自分がどうしてここにいるのか分からない。ここがどこだか見当もつかない。
轟々と何がうねる音がする。その音は発信源と耳の間に何かが憚って、淀み篭っている。ギギギギギと重厚な軋轢が霞んだように伝わって、意識が徐々に擦れていく。
凍えるような寒気を感じる。
からだ全体を押さえ込むように凍えていくものが、ジリジリとうごめきながら笑っているように思えた。それは俺の頭にも覆い被さっている。まぶたを開けようにも流動する何かが邪魔をして、痛みと圧力で開くことができない。
呼吸ができない。
口を開いたら、その瞬間に体内に入り込まれてしまいそうな圧力がある。酸素のない苦しみに、限界を感じてついに開くも、空気の交換が行えない。そしてそのまま何かが肺に侵入してくる。

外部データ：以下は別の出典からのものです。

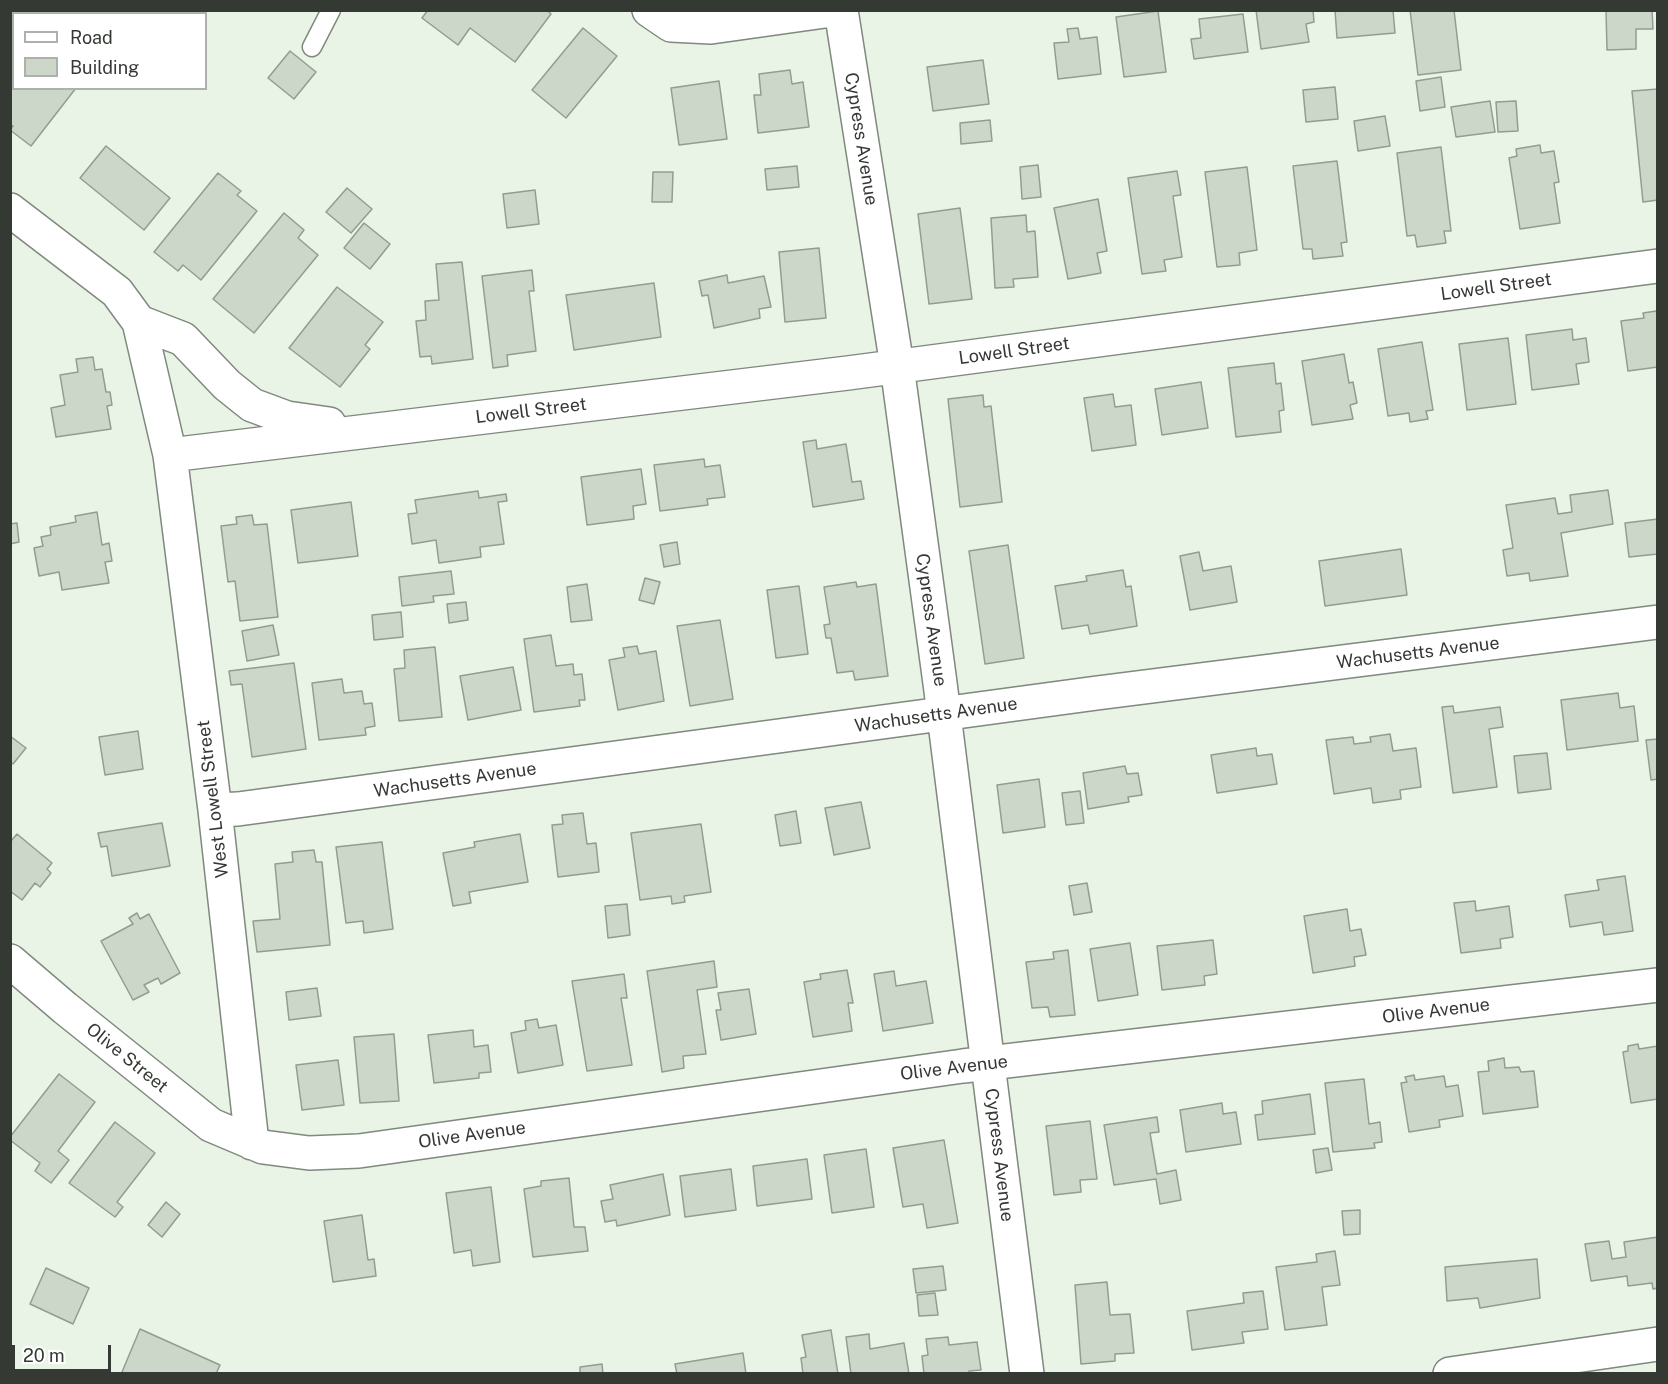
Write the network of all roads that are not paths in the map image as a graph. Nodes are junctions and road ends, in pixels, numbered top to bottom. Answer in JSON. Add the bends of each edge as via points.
{"nodes":[{"id":1,"x":331,"y":10,"type":"edge"},
{"id":2,"x":649,"y":10,"type":"edge"},
{"id":3,"x":832,"y":10,"type":"edge"},
{"id":4,"x":841,"y":10,"type":"edge"},
{"id":5,"x":312,"y":47,"type":"dead end"},
{"id":6,"x":10,"y":210,"type":"edge"},
{"id":7,"x":1658,"y":266,"type":"edge"},
{"id":8,"x":139,"y":322,"type":"junction"},
{"id":9,"x":897,"y":366,"type":"junction"},
{"id":10,"x":369,"y":430,"type":"junction"},
{"id":11,"x":170,"y":455,"type":"junction"},
{"id":12,"x":1658,"y":622,"type":"edge"},
{"id":13,"x":944,"y":714,"type":"junction"},
{"id":14,"x":215,"y":810,"type":"junction"},
{"id":15,"x":10,"y":961,"type":"edge"},
{"id":16,"x":1658,"y":984,"type":"edge"},
{"id":17,"x":988,"y":1064,"type":"junction"},
{"id":18,"x":252,"y":1143,"type":"junction"},
{"id":19,"x":1658,"y":1344,"type":"edge"},
{"id":20,"x":1599,"y":1364,"type":"edge"},
{"id":21,"x":1027,"y":1374,"type":"edge"},
{"id":22,"x":1450,"y":1374,"type":"edge"}],
"edges":[{"from":1,"to":5,"type":"lane"},
{"from":2,"to":3,"type":"street","via":[[672,25],[711,27]]},
{"from":4,"to":9,"type":"street","name":"Cypress Avenue"},
{"from":6,"to":8,"type":"street","via":[[117,292]]},
{"from":7,"to":9,"type":"street","name":"Lowell Street"},
{"from":8,"to":10,"type":"street","name":"Lowell Street","via":[[183,339],[252,405],[287,418]]},
{"from":8,"to":11,"type":"street"},
{"from":9,"to":10,"type":"street","name":"Lowell Street"},
{"from":9,"to":13,"type":"street","name":"Cypress Avenue"},
{"from":10,"to":11,"type":"street","name":"Lowell Street"},
{"from":11,"to":14,"type":"street","name":"West Lowell Street"},
{"from":12,"to":13,"type":"street","name":"Wachusetts Avenue"},
{"from":13,"to":14,"type":"street","name":"Wachusetts Avenue"},
{"from":13,"to":17,"type":"street","name":"Cypress Avenue"},
{"from":14,"to":18,"type":"street","name":"West Lowell Street"},
{"from":15,"to":18,"type":"street","name":"Olive Street","via":[[212,1125]]},
{"from":16,"to":17,"type":"street","name":"Olive Avenue"},
{"from":17,"to":18,"type":"street","name":"Olive Avenue","via":[[358,1151],[309,1153]]},
{"from":17,"to":21,"type":"street","name":"Cypress Avenue"},
{"from":19,"to":20,"type":"street"},
{"from":20,"to":22,"type":"street"}]}
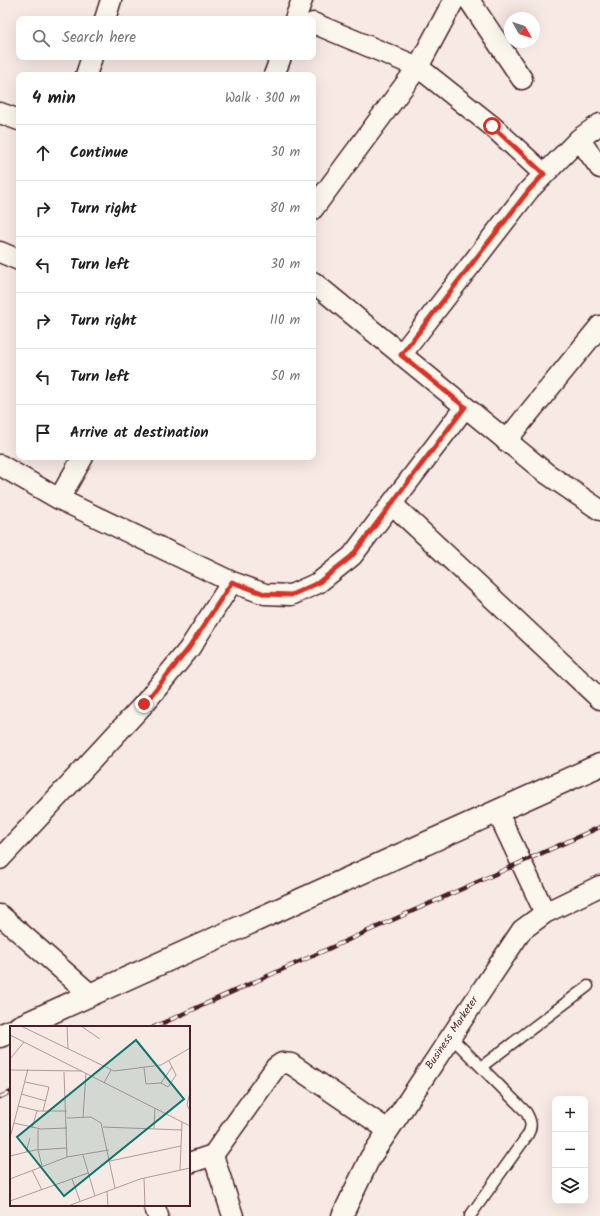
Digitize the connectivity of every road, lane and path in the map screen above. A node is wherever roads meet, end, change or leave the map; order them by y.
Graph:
1 (112, 0) edge
2 (454, 0) edge
3 (469, 0) edge
4 (106, 16) edge
5 (316, 21) edge
6 (91, 60) edge
7 (279, 60) edge
8 (418, 67) junction
9 (87, 72) edge
10 (275, 72) edge
11 (522, 79) dead end
12 (0, 113) edge
13 (16, 119) edge
14 (600, 124) edge
15 (579, 139) junction
16 (600, 168) edge
17 (544, 174) junction
18 (316, 205) edge
19 (0, 252) edge
20 (16, 259) edge
21 (316, 284) edge
22 (600, 326) edge
23 (401, 355) junction
24 (465, 407) junction
25 (506, 441) junction
26 (81, 460) edge
27 (0, 465) edge
28 (59, 499) junction
29 (392, 504) junction
30 (600, 510) edge
31 (232, 582) junction
32 (600, 699) edge
33 (600, 764) edge
34 (497, 811) junction
35 (0, 858) edge
36 (600, 886) edge
37 (545, 913) junction
38 (0, 915) edge
39 (588, 986) dead end
40 (90, 995) junction
41 (21, 1026) edge
42 (10, 1031) edge
43 (0, 1036) edge
44 (450, 1036) junction
45 (481, 1067) junction
46 (388, 1130) junction
47 (214, 1155) junction
48 (190, 1162) edge
49 (154, 1206) edge
50 (158, 1216) edge
51 (233, 1216) edge
52 (342, 1216) edge
53 (470, 1216) edge

1 - 4 street
2 - 8 street
3 - 11 street
5 - 8 street
6 - 9 street
7 - 10 street
8 - 17 street
8 - 18 street
12 - 13 street
14 - 15 street
15 - 16 street
15 - 17 street
17 - 23 street
19 - 20 street
21 - 23 street
22 - 25 street
23 - 24 street
24 - 25 street
24 - 29 street
25 - 30 street
26 - 28 street
27 - 28 street
28 - 31 street
29 - 31 street
29 - 32 street
31 - 35 street
33 - 34 street
34 - 37 street
34 - 40 street
36 - 37 street, Business Marketer
37 - 44 street, Business Marketer
38 - 40 street
39 - 45 lane
40 - 41 street
42 - 43 street
44 - 45 lane
44 - 46 street, Business Marketer
45 - 53 lane
46 - 47 street
46 - 52 street, Business Marketer
47 - 48 street
47 - 51 street
49 - 50 street

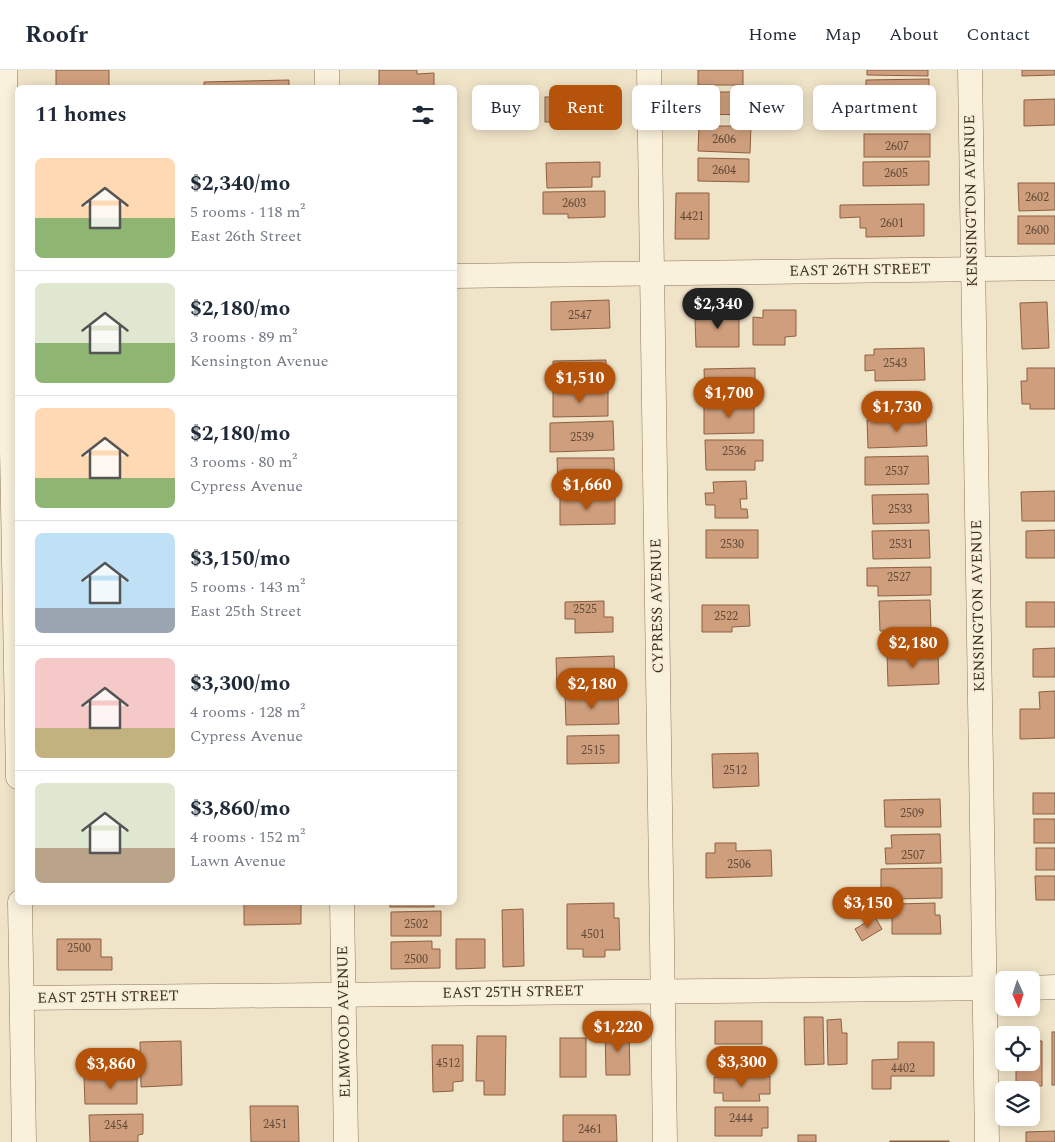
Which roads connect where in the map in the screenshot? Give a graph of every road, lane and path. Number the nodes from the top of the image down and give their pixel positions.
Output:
1 (5, 70) edge
2 (327, 70) edge
3 (649, 70) edge
4 (970, 70) edge
5 (327, 85) edge
6 (1055, 268) edge
7 (972, 269) junction
8 (652, 273) junction
9 (457, 276) edge
10 (8, 284) edge
11 (15, 629) edge
12 (20, 905) edge
13 (342, 905) edge
14 (1055, 987) edge
15 (994, 988) edge
16 (1040, 988) edge
17 (663, 990) junction
18 (344, 994) junction
19 (22, 998) junction
20 (24, 1142) edge
21 (346, 1142) edge
22 (665, 1142) edge
23 (987, 1142) edge

1 - 10 street
2 - 5 street
3 - 8 street, CYPRESS AVENUE
4 - 7 street, KENSINGTON AVENUE
6 - 7 street, EAST 26TH STREET
7 - 8 street, EAST 26TH STREET
7 - 15 street, KENSINGTON AVENUE
8 - 9 street, EAST 26TH STREET
8 - 17 street, CYPRESS AVENUE
10 - 11 street
12 - 19 street
13 - 18 street, ELMWOOD AVENUE
14 - 16 street
15 - 17 street, EAST 25TH STREET
15 - 23 street, KENSINGTON AVENUE
17 - 18 street, EAST 25TH STREET
17 - 22 street, CYPRESS AVENUE
18 - 19 street, EAST 25TH STREET
18 - 21 street, ELMWOOD AVENUE
19 - 20 street

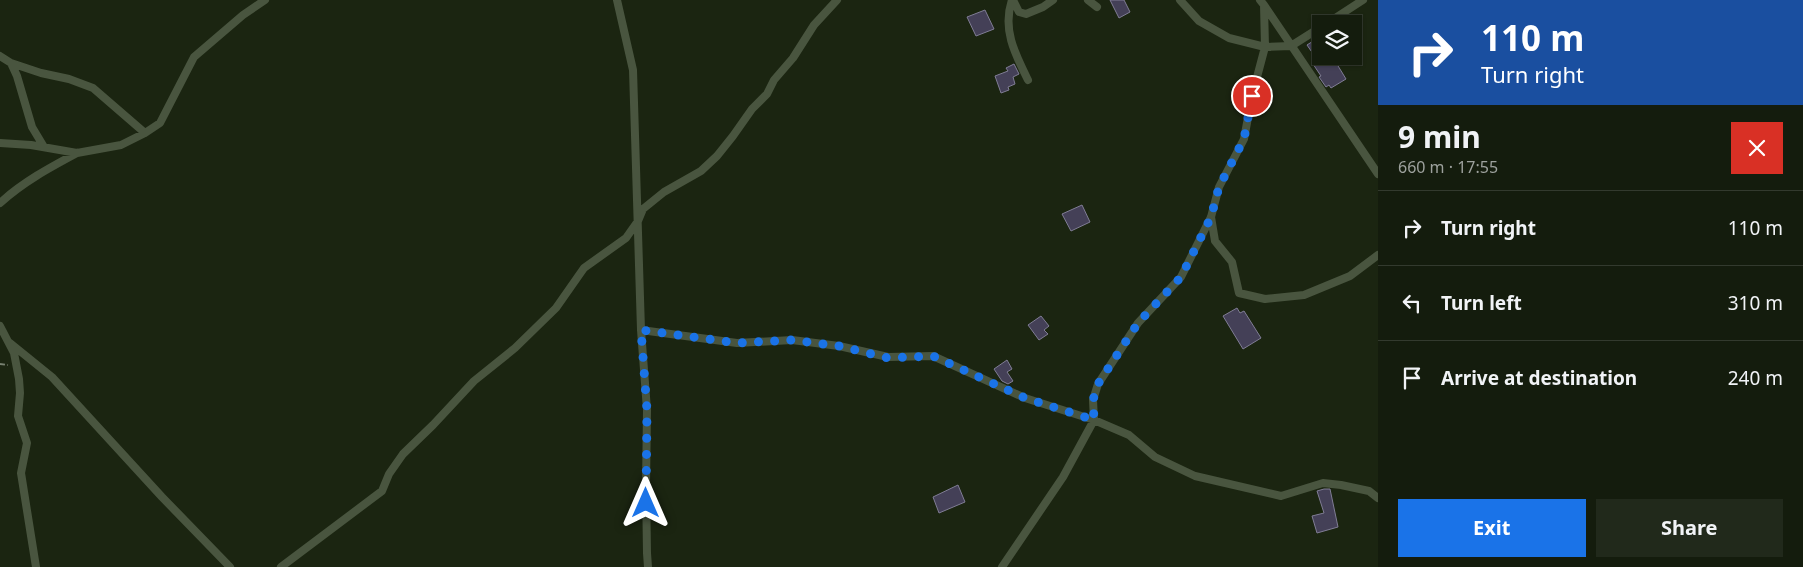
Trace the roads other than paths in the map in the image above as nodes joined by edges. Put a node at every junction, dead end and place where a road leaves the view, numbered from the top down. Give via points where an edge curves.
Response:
1 (264, 0) edge
2 (617, 0) edge
3 (837, 0) edge
4 (1013, 0) edge
5 (1053, 0) edge
6 (1088, 0) edge
7 (1180, 0) edge
8 (1363, 0) edge
9 (1262, 3) edge
10 (1097, 6) dead end
11 (1340, 15) edge
12 (1312, 33) edge
13 (1291, 46) junction
14 (1265, 47) junction
15 (0, 56) edge
16 (10, 63) junction
17 (1028, 80) dead end
18 (145, 133) junction
19 (0, 143) edge
20 (44, 147) junction
21 (77, 153) junction
22 (1378, 174) edge
23 (0, 203) edge
24 (1211, 217) junction
25 (638, 222) junction
26 (1378, 255) edge
27 (0, 326) edge
28 (641, 330) junction
29 (10, 343) junction
30 (1094, 420) junction
31 (1378, 498) edge
32 (36, 567) edge
33 (230, 567) edge
34 (281, 567) edge
35 (648, 567) edge
36 (1002, 567) edge

1 - 18 street via 194,57 160,123
2 - 25 street via 633,70
3 - 25 street via 814,25 793,58 717,156 701,171 664,192 643,209
4 - 5 street via 1019,12 1026,14
4 - 17 street via 1008,26 1012,47
6 - 10 street
7 - 14 street via 1207,26 1229,38
8 - 11 street
9 - 13 street
9 - 14 street
12 - 13 street
13 - 14 street
13 - 22 street
14 - 24 street via 1244,139 1219,187
15 - 16 street
16 - 18 street via 92,88
16 - 20 street via 32,127
18 - 21 street via 121,145
19 - 20 street
20 - 21 street
21 - 23 street via 40,173
24 - 26 street via 1216,241 1232,262 1239,293 1265,299 1304,295 1350,276
24 - 30 street via 1181,277 1138,323 1098,384 1093,400
25 - 28 street
25 - 34 street via 626,238 584,268 556,308 515,348 474,381 402,454 382,490
27 - 29 street
28 - 30 street via 737,343 792,340 839,346 888,358 933,356 1025,398
28 - 35 street via 647,410
29 - 32 street via 19,379 18,416 27,443 21,473
29 - 33 street via 52,377
30 - 31 street via 1129,435 1155,457 1195,476 1281,496 1323,483 1369,491
30 - 36 street via 1063,477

胸に激痛が走り、俺はおもわず叫び声を上げようとしたが、しかしその音は響かない。
燃えるように身体が痛む。凍えるように身体が強張る。眠るように意識が遠のく。
肺に酸素を取り入れようと必死になって、全身が震えてのたうちまわるが、どこにも空気はありもしない。
苦しい、苦しい、苦しい。
痛い、痛い、痛い。
怖い、怖い、怖い。
苦しみにもがき暴れていた身体も、とうとう動きが弱まってきた。
もう何も考えが巡らない。ついに俺は意識を失った。